‘The Monuments Men’
Director: George Clooney
Stars: George Clooney, Matt Damon
2 (out of 5) Globes
One of the first scenes in the WWII drama “The Monuments Men” finds a French art historian (Cate Blanchett) spitting in a Champagne glass destined for a German officer. Films like “Inglourious Basterds” — or “The Dirty Dozen,” another men-on-a-mission romp — take glee in sticking it to the Nazis, even rewriting history. “The Monuments Men” will settle for a symbolic eff-you, one the recipient will never detect. That’s as much ambition as the fifth film directed by George Clooney can muster.
Actually, that’s not true. In terms of ground covered, it’s downright unwieldy. And it shows in the storytelling. The tale of a platoon of mostly non-fighters — curators, architects, historians — shipped into the Eastern front to save Europe’s art treasures doesn’t lend itself well to streamlining.
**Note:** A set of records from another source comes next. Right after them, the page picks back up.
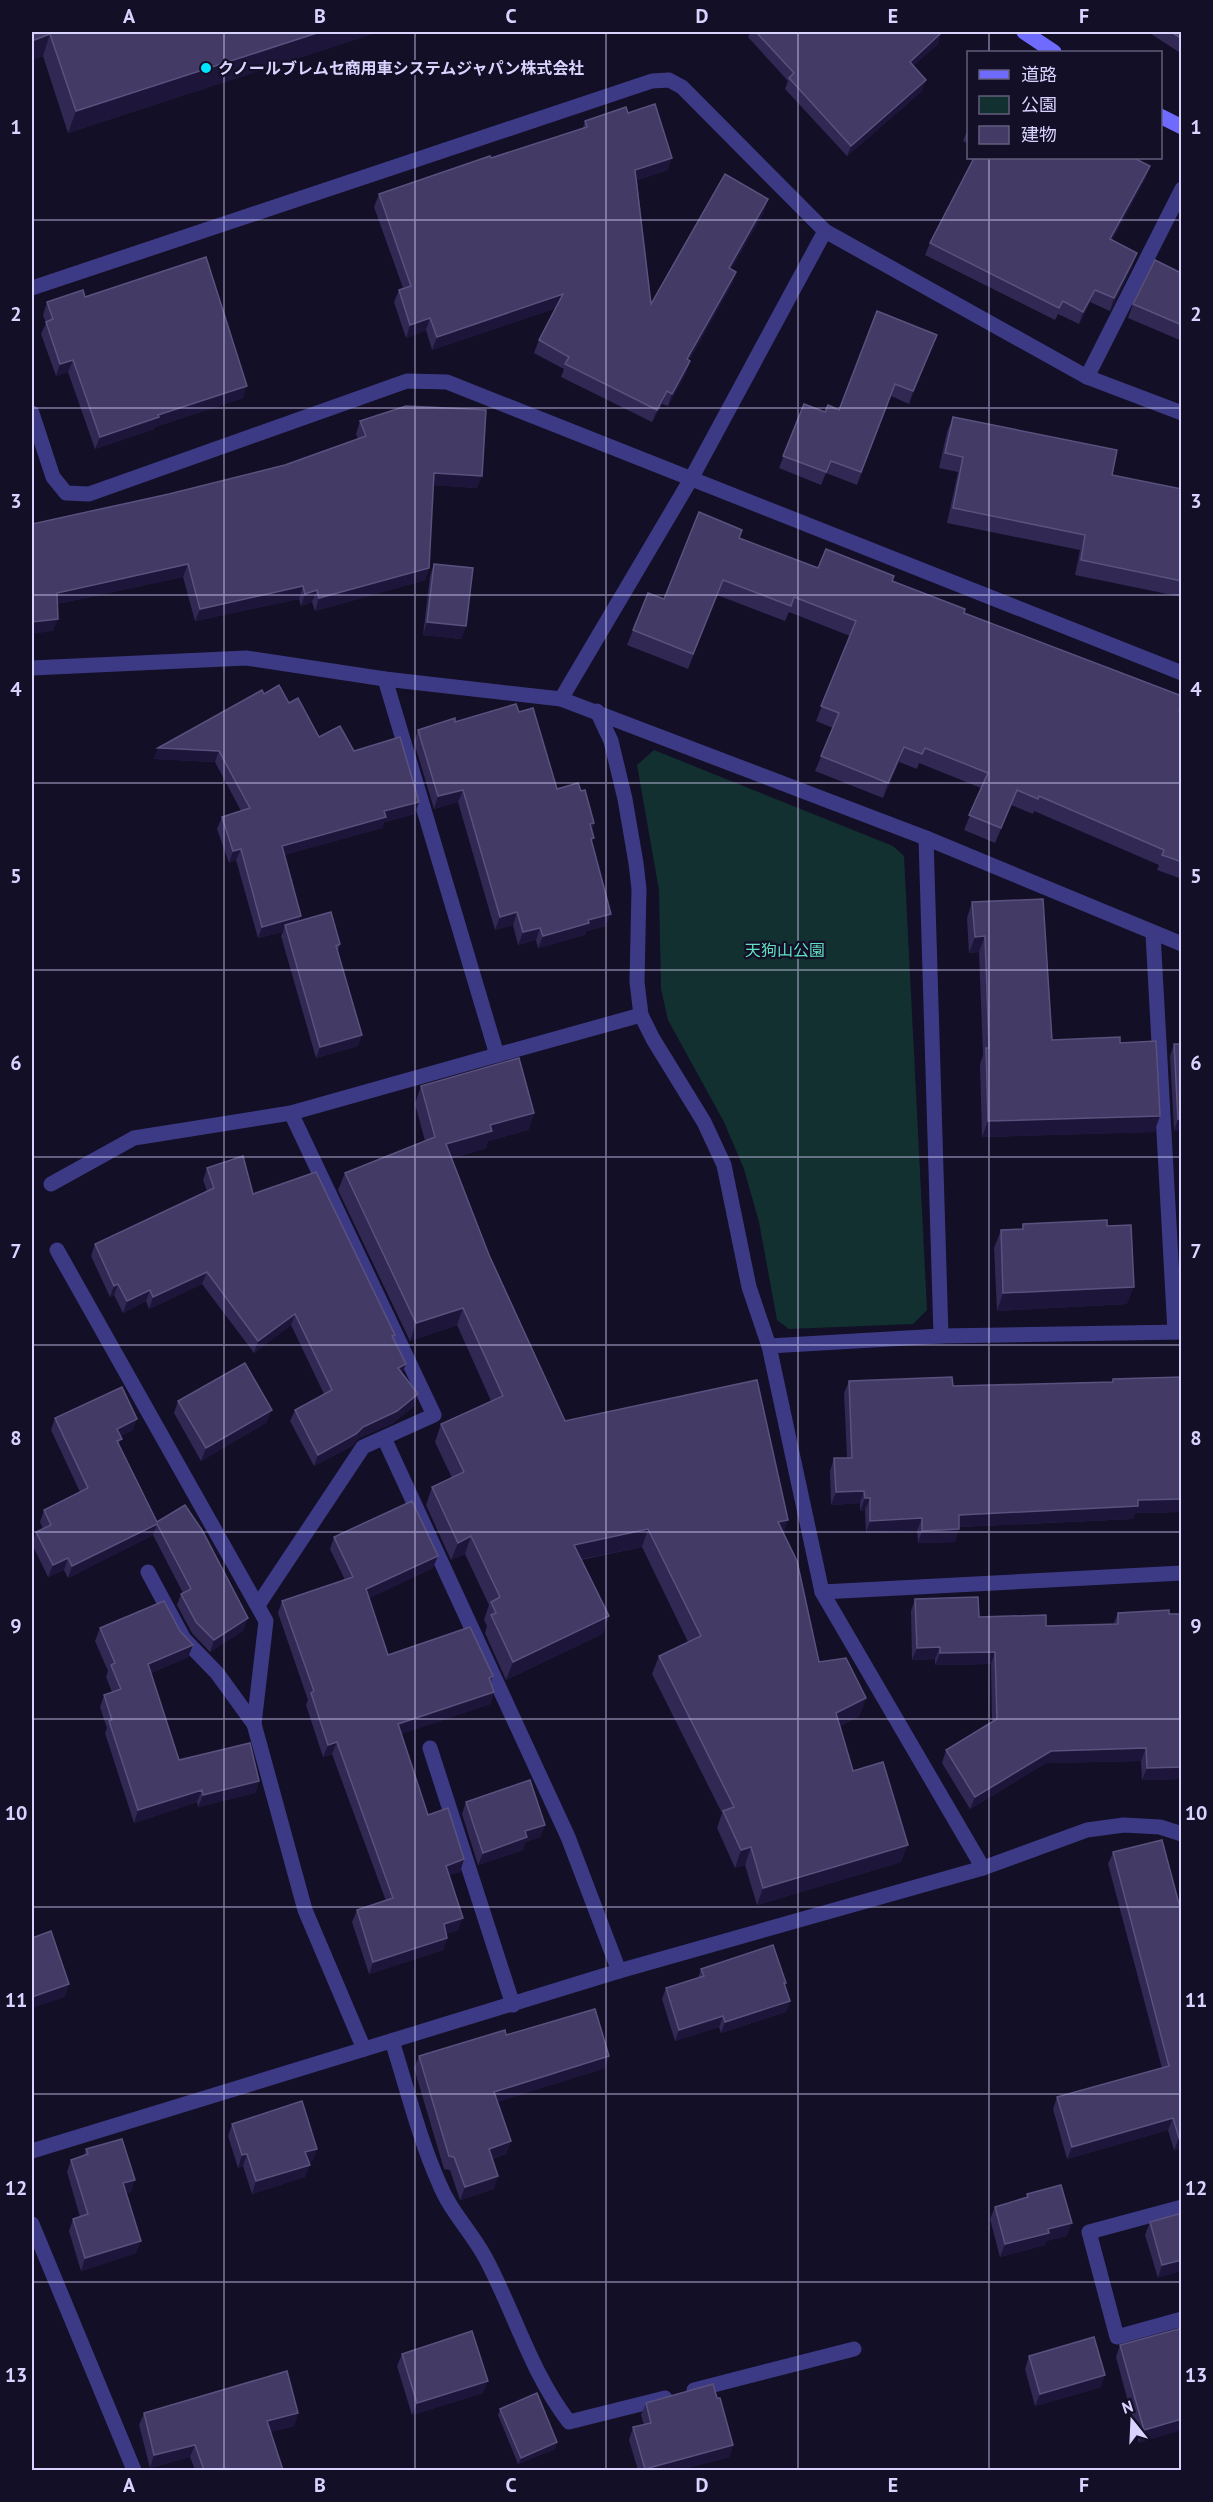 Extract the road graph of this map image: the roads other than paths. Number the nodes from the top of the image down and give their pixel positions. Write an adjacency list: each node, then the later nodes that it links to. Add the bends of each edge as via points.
1 (1024, 32): 2 (street)
2 (1052, 51)
3 (1162, 117): 4 (street)
4 (1182, 127)
5 (1182, 189): 8 (street)
6 (825, 231): 7 (street, via 682,87 669,80 652,81); 8 (street); 11 (street)
7 (32, 288)
8 (1087, 377): 10 (street)
9 (32, 413): 11 (street, via 52,477 66,493 89,494 407,381 447,382)
10 (1182, 414)
11 (691, 479): 13 (street); 15 (street)
12 (32, 668): 14 (street, via 246,658)
13 (1182, 673)
14 (385, 679): 15 (street); 21 (street)
15 (561, 699): 16 (street)
16 (597, 711): 17 (street); 20 (street, via 611,741 626,799 636,863)
17 (926, 838): 18 (street); 26 (street)
18 (1154, 934): 19 (street); 25 (street)
19 (1182, 944)
20 (641, 1015): 21 (street); 27 (street, via 704,1122 724,1165 749,1287)
21 (497, 1054): 22 (street)
22 (291, 1113): 23 (street, via 134,1138); 28 (street, via 434,1415)
23 (51, 1184)
24 (57, 1250): 32 (street)
25 (1178, 1332): 26 (street)
26 (941, 1336): 27 (street)
27 (769, 1346): 31 (street)
28 (384, 1438): 32 (street, via 363,1448); 37 (street, via 568,1837)
29 (148, 1572): 33 (street, via 184,1639 217,1673)
30 (1182, 1573): 31 (street)
31 (822, 1592): 36 (street)
32 (258, 1605): 33 (street, via 266,1621)
33 (254, 1724): 40 (street, via 305,1910)
34 (430, 1748): 38 (street)
35 (1182, 1833): 36 (street, via 1160,1827 1087,1830)
36 (983, 1868): 37 (street)
37 (619, 1971): 38 (street)
38 (513, 2005): 39 (street)
39 (392, 2041): 40 (street); 45 (street, via 439,2184 484,2255 534,2369 570,2422)
40 (364, 2049): 41 (street)
41 (32, 2151)
42 (1182, 2207): 44 (street, via 1089,2232 1117,2337)
43 (32, 2224): 46 (street)
44 (1182, 2319)
45 (854, 2349)
46 (134, 2470)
Clooney and usual co-conspirator Grant Heslov try to give it a kicky shape. It starts as a send-up of “Ocean’s 11,” with Clooney’s museum director George Stout rounding up the gang. Matt Damon’s curator is his Brad Pitt, and wrangled up are such unlikely badasses as John Goodman, Bill Murray and Bob Balaban.
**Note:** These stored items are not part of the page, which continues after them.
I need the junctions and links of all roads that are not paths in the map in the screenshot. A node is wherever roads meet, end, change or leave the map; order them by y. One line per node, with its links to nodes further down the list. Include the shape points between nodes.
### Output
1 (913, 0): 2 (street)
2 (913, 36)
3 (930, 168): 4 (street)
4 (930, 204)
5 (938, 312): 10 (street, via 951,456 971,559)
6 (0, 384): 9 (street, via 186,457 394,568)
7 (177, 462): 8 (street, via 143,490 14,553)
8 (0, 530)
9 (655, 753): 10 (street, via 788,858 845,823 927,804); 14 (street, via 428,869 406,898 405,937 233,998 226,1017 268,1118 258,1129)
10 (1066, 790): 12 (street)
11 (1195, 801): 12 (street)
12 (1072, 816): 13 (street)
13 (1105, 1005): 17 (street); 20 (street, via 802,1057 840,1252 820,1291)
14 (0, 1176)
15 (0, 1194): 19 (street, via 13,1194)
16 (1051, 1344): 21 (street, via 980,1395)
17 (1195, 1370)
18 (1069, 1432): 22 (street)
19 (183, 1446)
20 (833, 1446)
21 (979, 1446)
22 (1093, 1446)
But historical semi-accuracy necessitates that they split up to cover more ground. Some double up, but the pairings are curiously flat, even when they’re Murray and Balaban. Jaunty music borrowed from every old war movie gives the feeling of a fun lark, but the narrative is too episodic even for an episodic narrative. Set pieces peppered too conservatively over the storyline fail to rise and instead peter out like air out of a whoopee cushion. Even a bit where Damon finds himself stuck on a landmine winds up interrupting the comic momentum for a trite ode to friendship between characters who’ve barely filed any screentime as a unit. The best scene — a tete-a-tete between Clooney and a German higher-up who refuses to cave even after the war’s ended — barely belongs in the picture.
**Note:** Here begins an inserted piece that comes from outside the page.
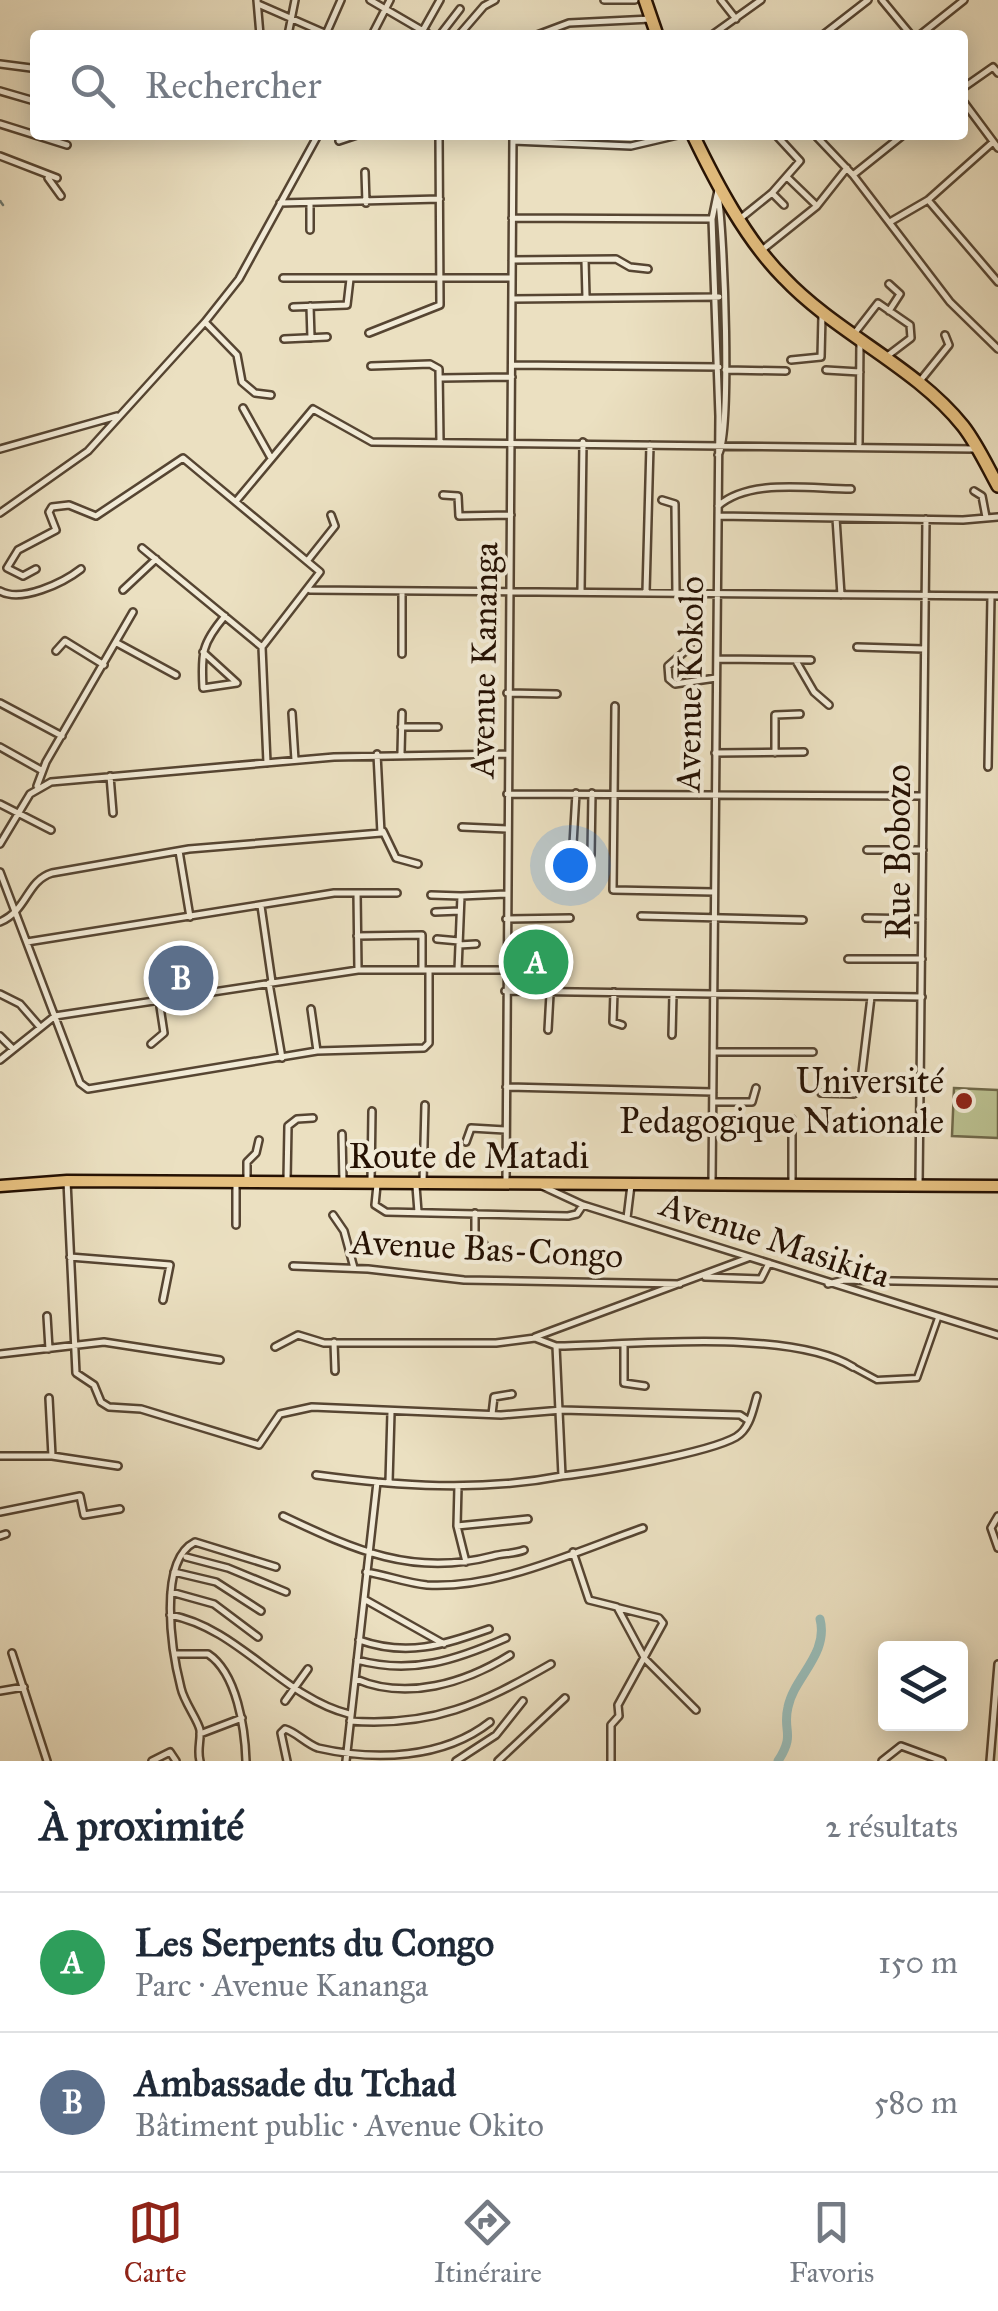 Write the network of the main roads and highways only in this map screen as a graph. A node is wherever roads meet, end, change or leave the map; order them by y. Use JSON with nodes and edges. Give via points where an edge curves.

In fact, he does little with the idea of art-heads as war heroes. They mostly find themselves in a generic war film, albeit one with its heart in the right place. Clooney doesn’t find a novel way into the story, even doing precious little with the notion of art-heads as war heroes. It still has a certain charm. As his directorial output proves, he has a yen for the past; most of the kicks in “Good Night, and Good Luck” involved its near-fetishistic recreation of the look of 1950s TV. “The Monuments Men” is a noble failure on the order of “Leatherheads,” another curiously listless stab at old-school entertainment that remained impossible to hate even as it let you down. Even as this sits there, wheezing to life, it’s hard not to want to give it a hand. A Nick Clooney cameo, of course, only makes it easier.